Given the urgency of my report, the chief resident of surgery came to examine the patient himself. He concurred that the patient had very likely perforated and now had an acute abdomen. Arrangements for an emergency laparotomy were swiftly made. By the time the attending was apprised of these developments, the patient was already in the operating room. I was hoping that the attending would be pleased with my acumen and decisive action. He was not; instead, he was furious. He was still certain that the patient had not perforated and that I had sent his patient to surgery unnecessarily. To my alarm, he raced to the operating room, but it was too late to halt the laparotomy. The attending paged me from the OR, demanding that I join him there. “Get in here right now!” he roared. “Today you are going to learn more than you ever did in medical school!” Now I was thoroughly shaken.
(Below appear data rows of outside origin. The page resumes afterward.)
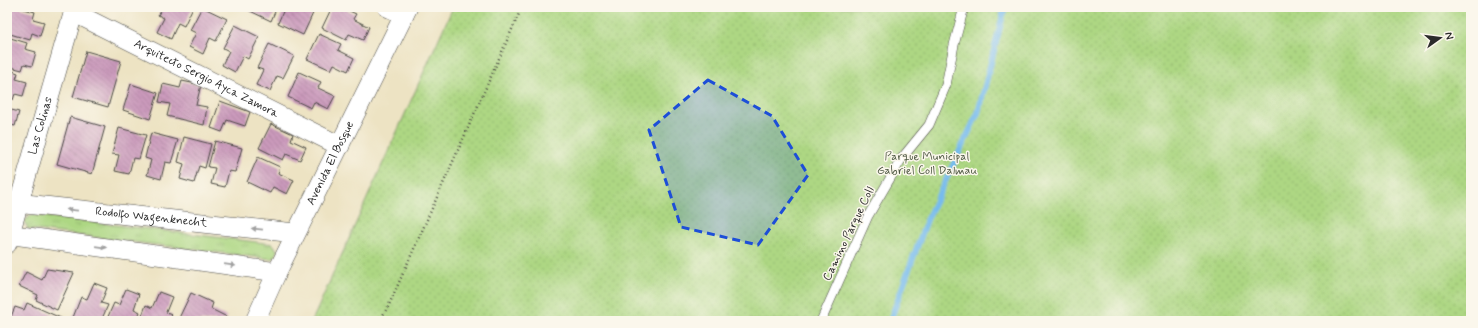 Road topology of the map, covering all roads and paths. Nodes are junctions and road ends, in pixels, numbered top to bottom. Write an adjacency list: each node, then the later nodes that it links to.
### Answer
1 (387, 7): 5 (street)
2 (522, 7): 12 (path)
3 (964, 7): 13 (lane, Camino Parque Coll)
4 (74, 10): 6 (street, Arquitecto Sergio Ayca Zamora); 7 (street, Las Colinas)
5 (406, 11): 6 (street, Avenida El Bosque)
6 (340, 146): 8 (street, Avenida El Bosque)
7 (13, 203): 8 (street, Rodolfo Wagenknecht, one-way to 7); 9 (street, Las Colinas)
8 (295, 233): 10 (street, Avenida El Bosque)
9 (8, 238): 10 (street, one-way to 10)
10 (277, 272): 11 (street, Avenida El Bosque)
11 (255, 321)
12 (379, 321)
13 (821, 321) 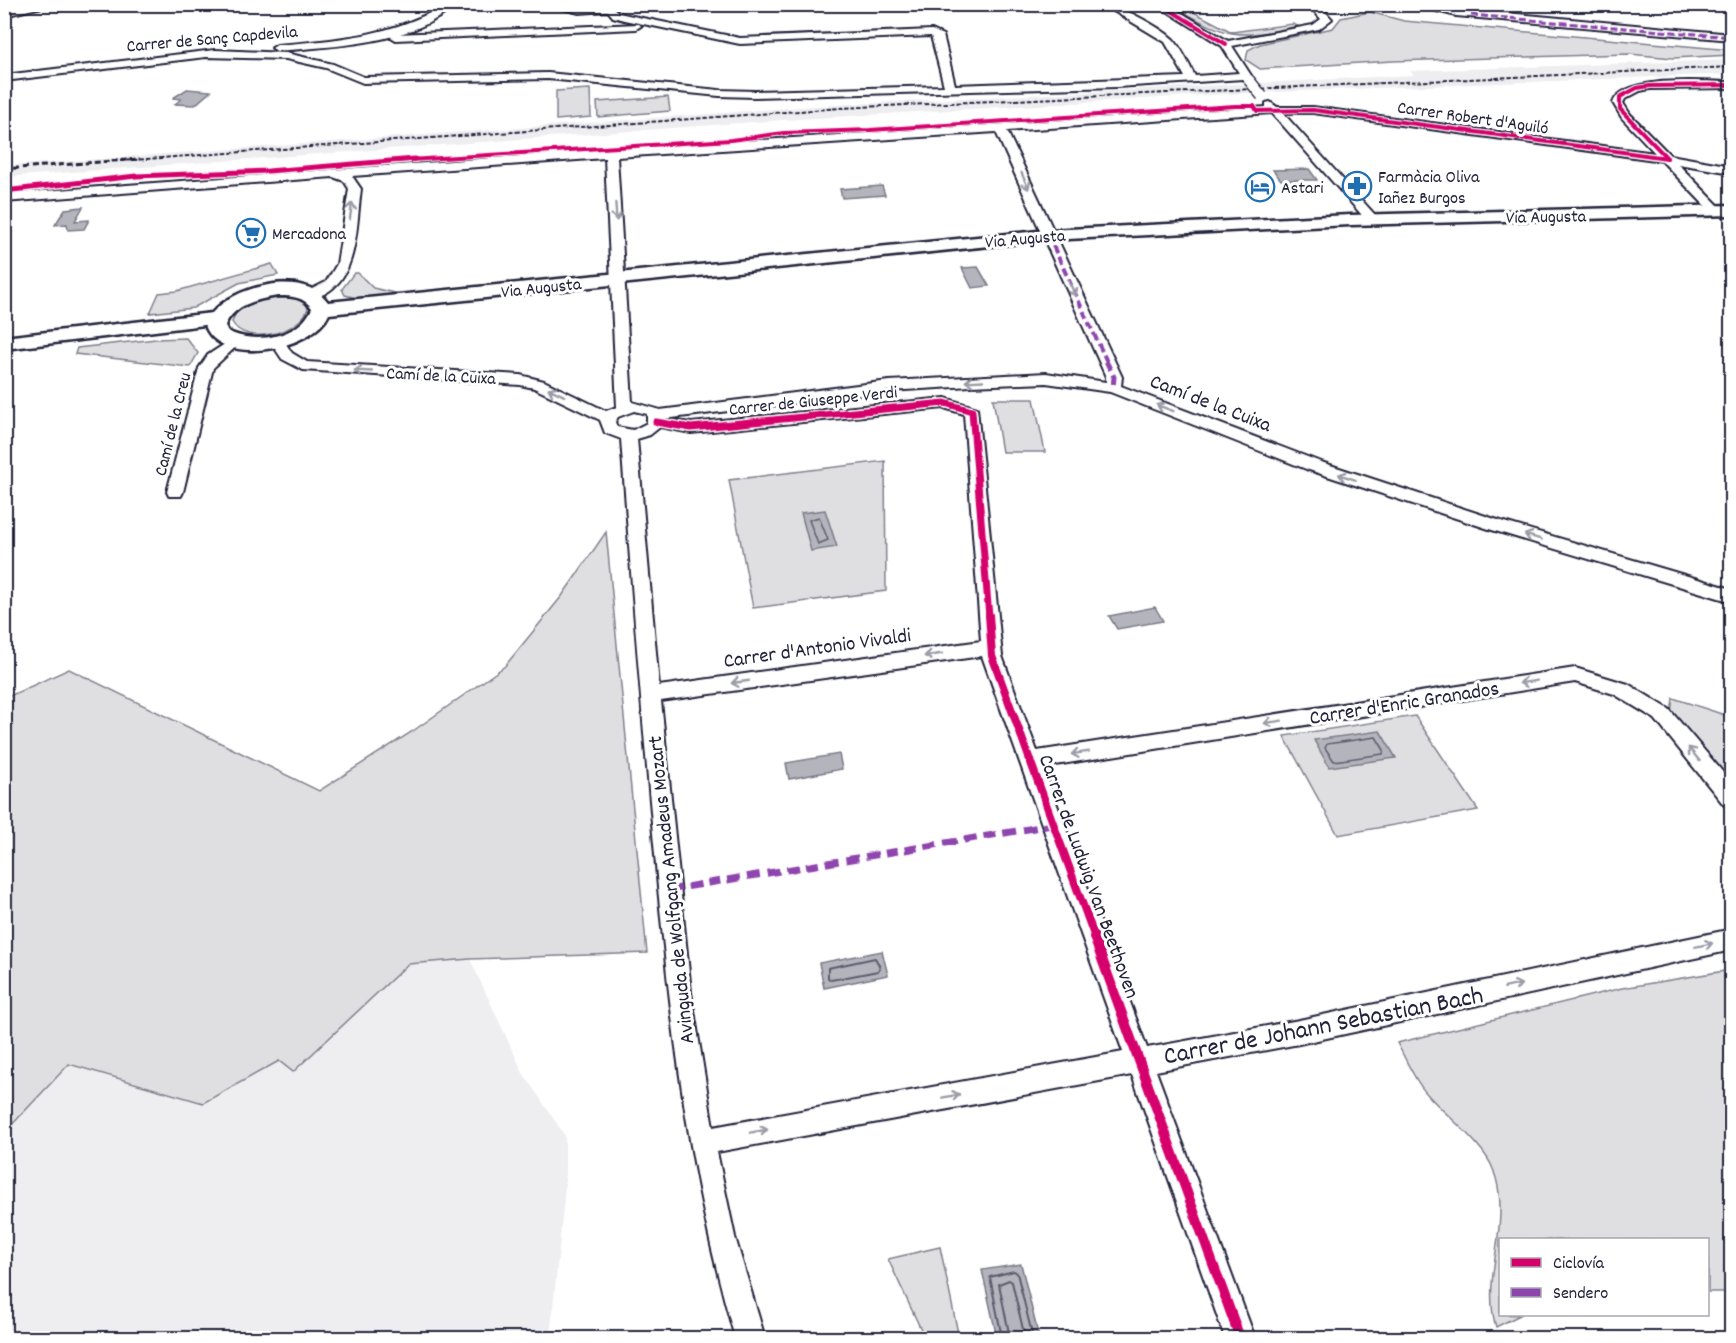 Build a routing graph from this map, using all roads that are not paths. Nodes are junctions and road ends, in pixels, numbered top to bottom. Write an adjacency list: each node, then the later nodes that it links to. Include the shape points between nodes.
1 (51, 4): 9 (street)
2 (453, 4): 12 (street, Carrer de Sanç Capdevila, via 417,22)
3 (548, 4): 8 (street, via 579,10)
4 (1106, 4): 19 (street, via 1168,40 1178,51)
5 (1160, 4): 14 (street)
6 (1312, 4): 14 (street, via 1327,18 1316,27)
7 (1414, 4): 11 (street, via 1456,13)
8 (610, 6): 10 (street, via 616,15)
9 (4, 13)
10 (669, 26): 12 (street); 21 (street, via 759,42 932,33 938,35)
11 (1731, 37)
12 (361, 38): 13 (street, Carrer de Sanç Capdevila)
13 (339, 42): 15 (street, Carrer de Sanç Capdevila); 16 (street)
14 (1226, 44): 18 (street)
15 (204, 54): 16 (street); 17 (street, Carrer de Sanç Capdevila)
16 (308, 60): 21 (street, via 350,77 377,81 548,76 755,94)
17 (4, 78)
18 (1247, 78): 19 (street); 22 (street, bridge)
19 (1191, 80): 21 (street)
20 (1731, 85): 25 (street, via 1650,86 1620,97 1620,109)
21 (950, 88)
22 (1274, 110): 23 (street, Carrer Robert d'Aguiló); 25 (street, Carrer Robert d'Aguiló, via 1313,110); 32 (street)
23 (1000, 128): 24 (street, Carrer Robert d'Aguiló); 33 (street, one-way to 33)
24 (611, 154): 26 (street, Carrer Robert d'Aguiló); 34 (street, one-way to 34)
25 (1667, 158): 27 (street, Carrer Robert d'Aguiló); 31 (street)
26 (388, 169): 28 (street, Carrer Robert d'Aguiló); 29 (street)
27 (1731, 170)
28 (334, 174): 29 (street, via 349,179); 30 (street, Carrer Robert d'Aguiló)
29 (355, 189): 35 (street, one-way to 29, via 342,270)
30 (4, 198)
31 (1724, 211): 32 (main road, Via Augusta)
32 (1372, 219): 33 (main road, Via Augusta)
33 (1048, 235): 34 (main road, Via Augusta); 40 (street, one-way to 40, via 1114,377)
34 (620, 278): 35 (main road, Via Augusta); 41 (street)
35 (316, 302): 36 (main road, Via Augusta, via 290,290 253,295 235,302); 37 (main road, via 314,323)
36 (217, 318): 38 (main road, via 218,334); 39 (main road)
37 (277, 341): 38 (main road); 43 (street, Camí de la Cuixa, one-way to 37, via 539,384 520,380 303,366 287,356)
38 (234, 342): 46 (street, Camí de la Creu, via 206,368)
39 (4, 343)
40 (1113, 388): 44 (street, Camí de la Cuixa, one-way to 44, via 1046,378 889,386); 47 (street, Camí de la Cuixa, one-way to 40, via 1312,465)
41 (625, 407): 43 (street); 44 (street, Carrer de Giuseppe Verdi, via 648,408)
42 (972, 411): 44 (street, Carrer de Giuseppe Verdi, via 945,403 691,428); 48 (street, Carrer de Ludwig Van Beethoven)
43 (608, 418): 45 (street, Camí de la Cuixa, via 611,430)
44 (656, 418): 45 (street, via 646,431)
45 (629, 435): 49 (street, Avinguda de Wolfgang Amadeus Mozart)
46 (175, 492)
47 (1731, 596)
48 (991, 647): 49 (street, Carrer d'Antonio Vivaldi, one-way to 49); 50 (street, Carrer de Ludwig Van Beethoven)
49 (650, 695): 54 (street, Avinguda de Wolfgang Amadeus Mozart, via 679,992)
50 (1029, 761): 51 (street, Carrer d'Enric Granados, one-way to 50, via 1662,714 1621,688 1575,675); 53 (street, Carrer de Ludwig Van Beethoven)
51 (1731, 799)
52 (1731, 939): 53 (street, Carrer de Johann Sebastian Bach, one-way to 52, via 1310,1029)
53 (1138, 1061): 54 (street, Carrer de Johann Sebastian Bach, one-way to 53); 56 (street, Carrer de Ludwig Van Beethoven)
54 (702, 1142): 55 (street, Avinguda de Wolfgang Amadeus Mozart, via 722,1237)
55 (750, 1338)
56 (1240, 1338)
Was I mistaken despite all the signs and symptoms? The consequences of being wrong were too terrible to contemplate. I dropped what I was doing and hurried towards the surgical suites. On the way, I said to myself, oh well, this could be the end to a spectacularly short career.

Perspiring heavily, I donned a mask and slipped into the operating room to stand next to the glowering attending. Just then the chief resident was “running the bowels,” sliding the length of the intestines between his fingers to examine it. He held up 4 areas of perforation for us to see, yellowish blossoms studding the greyish-pink surface of the intestines. Waves of relief and a sense of vindication washed over me. I turned to the attending to ask if there was anything else he wanted me to do, but he just stared dead ahead and said nothing at all.

As I ascended through the ranks to take the wheel as an attending physician myself, I reflected on the formative events that shaped my teaching style. I was mindful to give my residents the space to exercise their own decision-making skills and clinical judgment. To avoid falling victim to tunnel vision, I encouraged my teams to cast a wide net in formulating the differential diagnoses. I strived to foster a less formal and more collegial atmosphere so that no one would feel too intimidated to raise an issue, voice an opinion, or alert me to my blind spots. The attending was right. I did learn a valuable lesson that day, but not the one he imagined.